As a children's folklore is called in the ethnographic narrative research all of the usual in children linguistic and non - linguistic phenomena, which are passed through social transmission from children to children, not primarily about adults. A necessary condition for this is unplanned resulting groups of children - respectively kindergartens and schools - as well as public places ( streets, backyards, parks, etc.), where the children feel undisturbed.

Children's folklore accounts for a significant part of children's play.

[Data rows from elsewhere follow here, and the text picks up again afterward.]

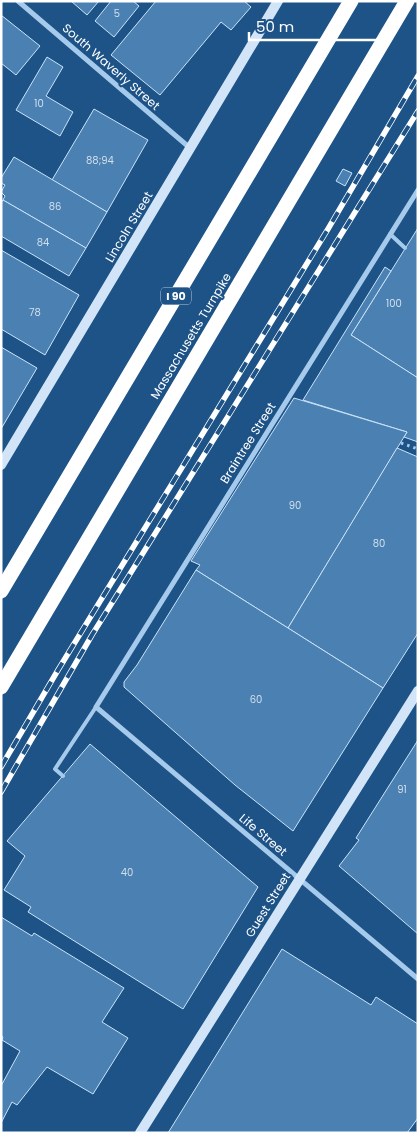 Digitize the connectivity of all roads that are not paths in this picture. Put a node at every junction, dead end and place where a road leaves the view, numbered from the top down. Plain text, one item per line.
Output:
1 (18, 1) edge
2 (278, 1) edge
3 (351, 1) edge
4 (407, 1) edge
5 (190, 148) junction
6 (418, 190) edge
7 (390, 234) junction
8 (405, 248) dead end
9 (1, 465) edge
10 (1, 591) edge
11 (1, 687) edge
12 (418, 691) edge
13 (96, 708) junction
14 (63, 776) dead end
15 (300, 878) junction
16 (418, 978) edge
17 (140, 1133) edge

1 - 5 street, South Waverly Street
2 - 5 street, Lincoln Street
3 - 10 highway, I 90
4 - 11 highway, Massachusetts Turnpike
5 - 9 street, Lincoln Street
6 - 7 street, Braintree Street
7 - 8 lane
7 - 13 street, Braintree Street
12 - 15 street, Guest Street
13 - 14 lane
13 - 15 street, Life Street
15 - 16 street, Life Street
15 - 17 street, Guest Street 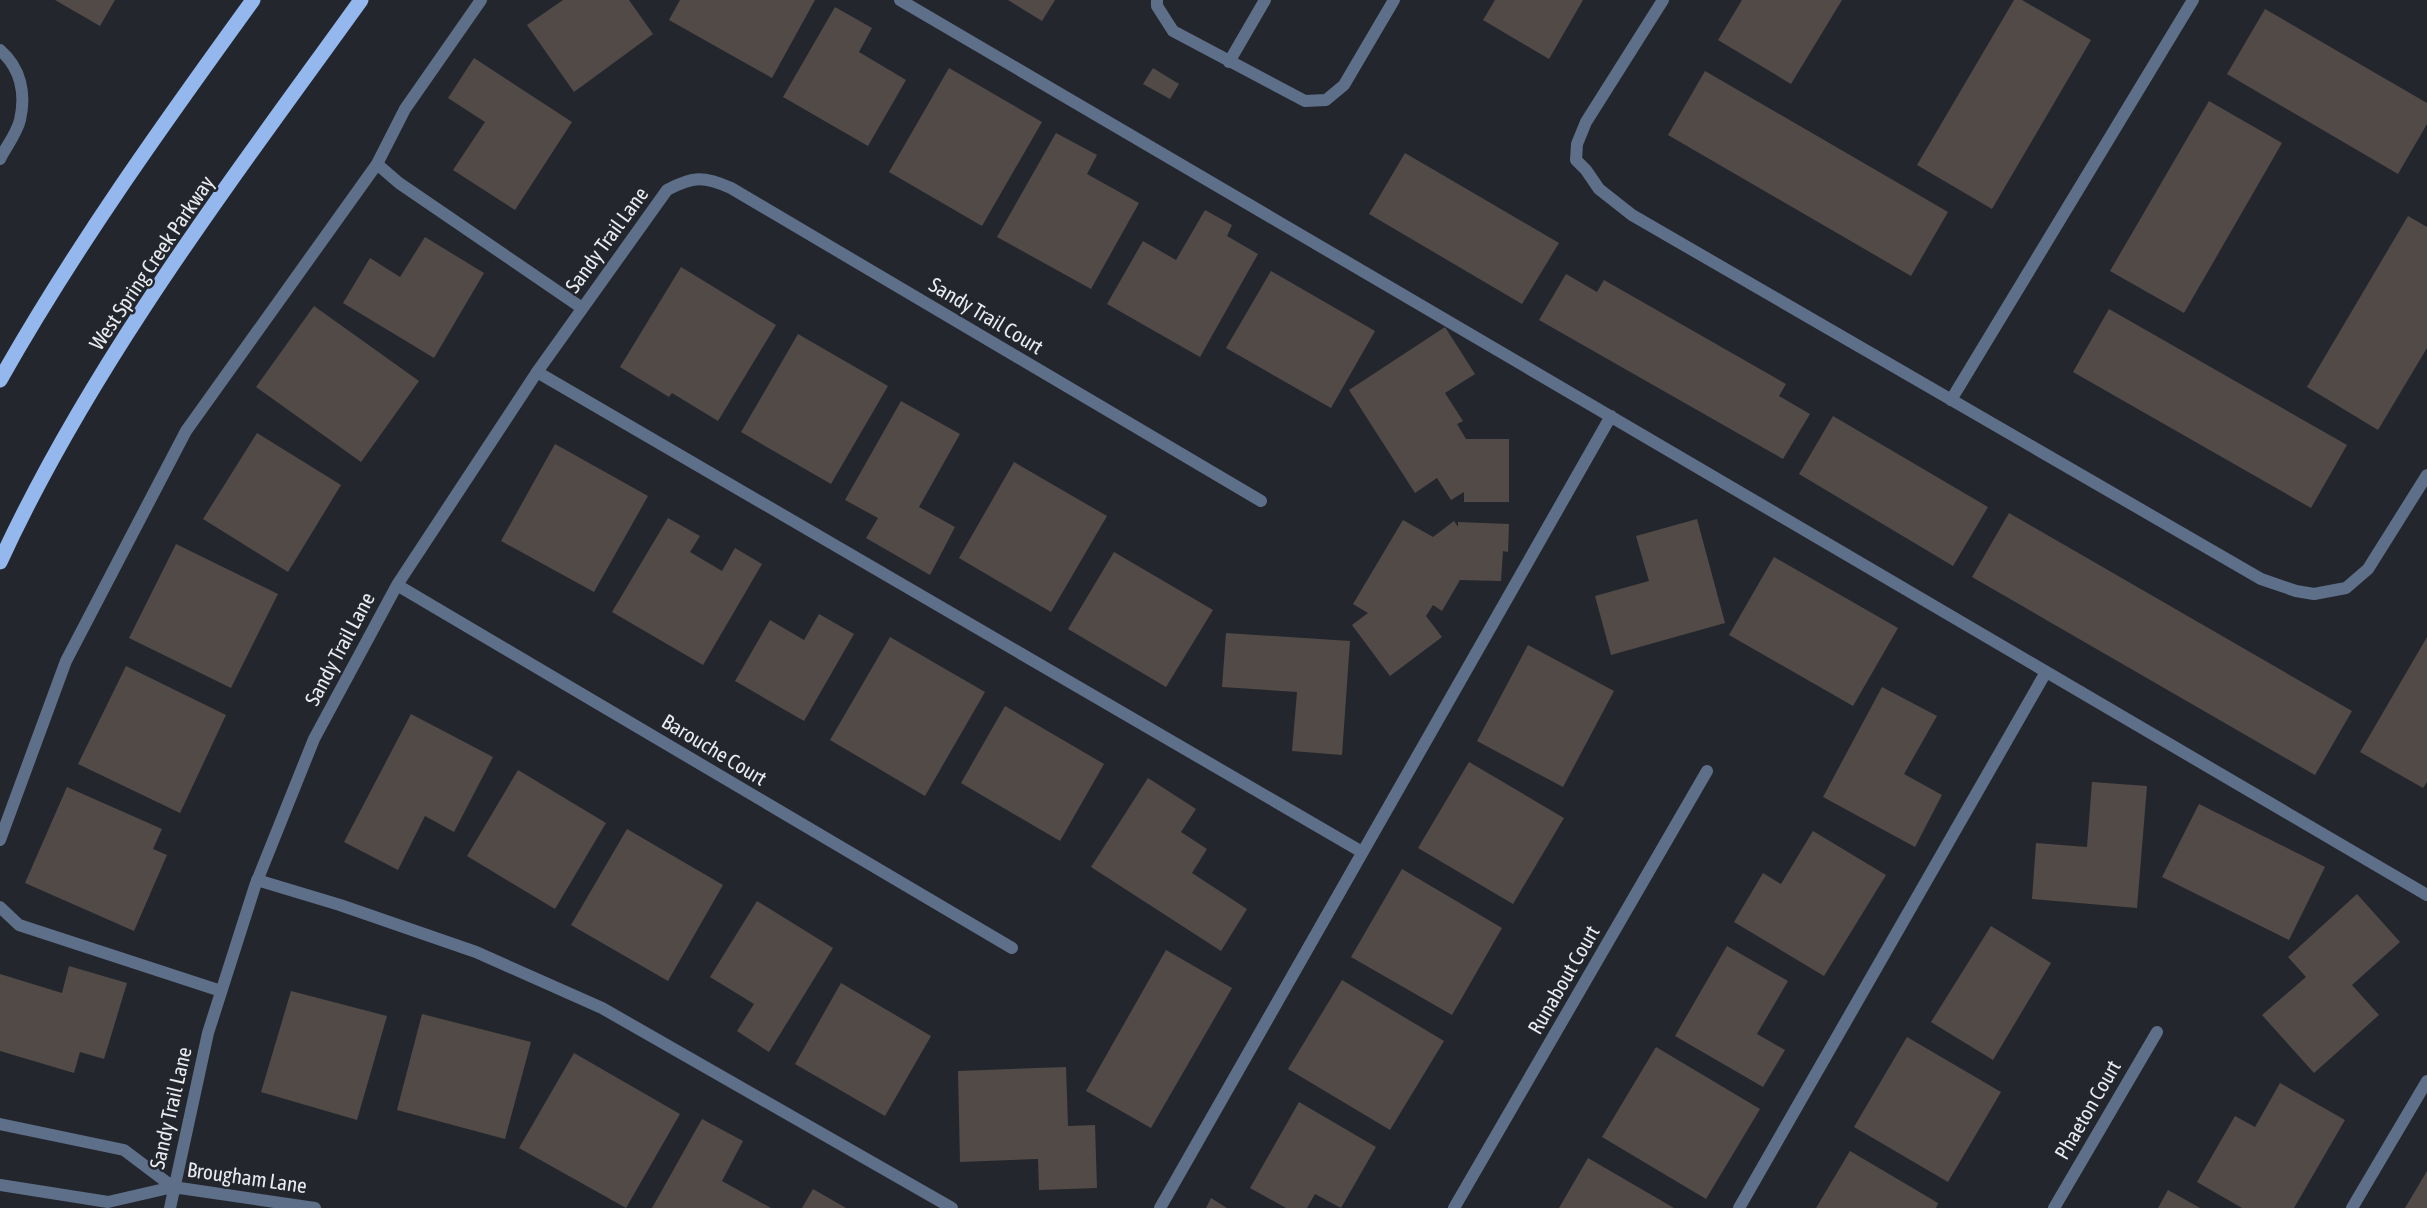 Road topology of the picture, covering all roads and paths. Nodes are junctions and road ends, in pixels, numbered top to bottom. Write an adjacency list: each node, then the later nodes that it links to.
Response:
1 (253, 0): 17 (main road)
2 (361, 0): 22 (main road, West Spring Creek Parkway)
3 (481, 0): 13 (street)
4 (900, 0): 19 (street)
5 (1157, 0): 11 (street)
6 (1265, 0): 11 (street)
7 (1394, 0): 11 (street)
8 (1663, 0): 18 (street)
9 (2193, 0): 18 (street)
10 (0, 51): 12 (street)
11 (1229, 62)
12 (0, 159)
13 (377, 164): 15 (street); 26 (street)
14 (687, 179): 15 (street, Sandy Trail Lane); 21 (street, Sandy Trail Court)
15 (582, 308): 16 (street, Sandy Trail Lane)
16 (537, 372): 23 (street, Sandy Trail Lane); 27 (street)
17 (0, 380)
18 (1952, 400): 20 (street)
19 (1611, 416): 24 (street); 27 (street)
20 (2427, 475)
21 (1261, 501)
22 (0, 562)
23 (397, 585): 28 (street, Sandy Trail Lane); 31 (street, Barouche Court)
24 (2046, 672): 29 (street); 43 (street)
25 (1707, 771): 42 (street, Runabout Court)
26 (0, 840)
27 (1362, 852): 41 (street)
28 (257, 880): 32 (street, Sandy Trail Lane); 40 (street)
29 (2427, 895)
30 (0, 907): 32 (street)
31 (1012, 948)
32 (221, 992): 37 (street, Sandy Trail Lane)
33 (2157, 1032): 44 (street, Phaeton Court)
34 (2427, 1081): 45 (street)
35 (0, 1124): 37 (street, Brougham Lane)
36 (0, 1185): 37 (street, Brougham Lane)
37 (173, 1187): 38 (street, Sandy Trail Lane); 39 (street, Brougham Lane)
38 (170, 1208)
39 (315, 1208)
40 (952, 1208)
41 (1160, 1208)
42 (1454, 1208)
43 (1739, 1208)
44 (2054, 1208)
45 (2352, 1208)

Also bogeyman figures, childlike faith, lullabies, finger rhymes, word games and the like can be among them.

Children's folklore in other countries

English speaking room

In English-speaking children's folklore ( children's street culture ) also has input into the printed children's literature to a considerable extent, for example, in the popular Mother Goose expenditures: These are collections of traditional nursery rhymes ( nursery rhymes ) that even in the United States find primary education use.

Much of the traditional children's games arrived on the European migration to the U.S., and many of these games are also in German-speaking familiar, such as the game of hide ( Hide and seek ) endeavor, ( day), Plumpsack (Duck Duck Goose ) Leapfrog ( Leapfrog ), hopscotch ( Hopscotch ), skipping (jump rope ), Gummitwist (Chinese jump rope ), Thread Games ( Cat's cradle ), finger games like heaven or hell ( Cootie catcher ), scissors, paper, stone (rock - paper-scissors ) I spy with my little eye (I spy), whispers ( Telephone), father - mother-child role-playing game (House) and doctor Games ( doctor). Others - such as Follow the Leader, Red light / Green light, Simon Says - are largely unknown in Germany. Little known are also some winter games such as the making of a snow angel.

Especially when girls are clapping games popular, - be accompanied by special rhymes (eg Mary Mack ) - as well as the jump rope and hopscotch game. Additional tradition held by the American children's folklore include a children's horror characters like Bloody Mary and the Bogeyman, and traditional children's songs, playground songs (eg, This Old Man, KISSING ), joke songs (eg Comet ), nursery rhymes, counting rhymes, riddles and knock- knock jokes. In Germany, hardly known are also many traditions of American children, such as that of the Opposite Day, that is one proclaimed by children holiday, carried on the unusual clothes and the opposite is said of what is meant.

Among the personalities who have especially contributed to the documentation of the English-speaking children's folklore, including the narrative researchers Iona and Peter Opie, the photographer Roger Mayne, Helen Levitt, David Trainer, Humphrey Spender and Robert Doisneau, and the writer Colin Ward ( The Child In The City, 1978) and Robin Moore. Since 2003, the journal Children's Geographies, dedicated exclusively to this area of ​​research appears in New York.

Occasionally, children's folklore was also the central theme of movies, such as Hue and Cry (GB 1947).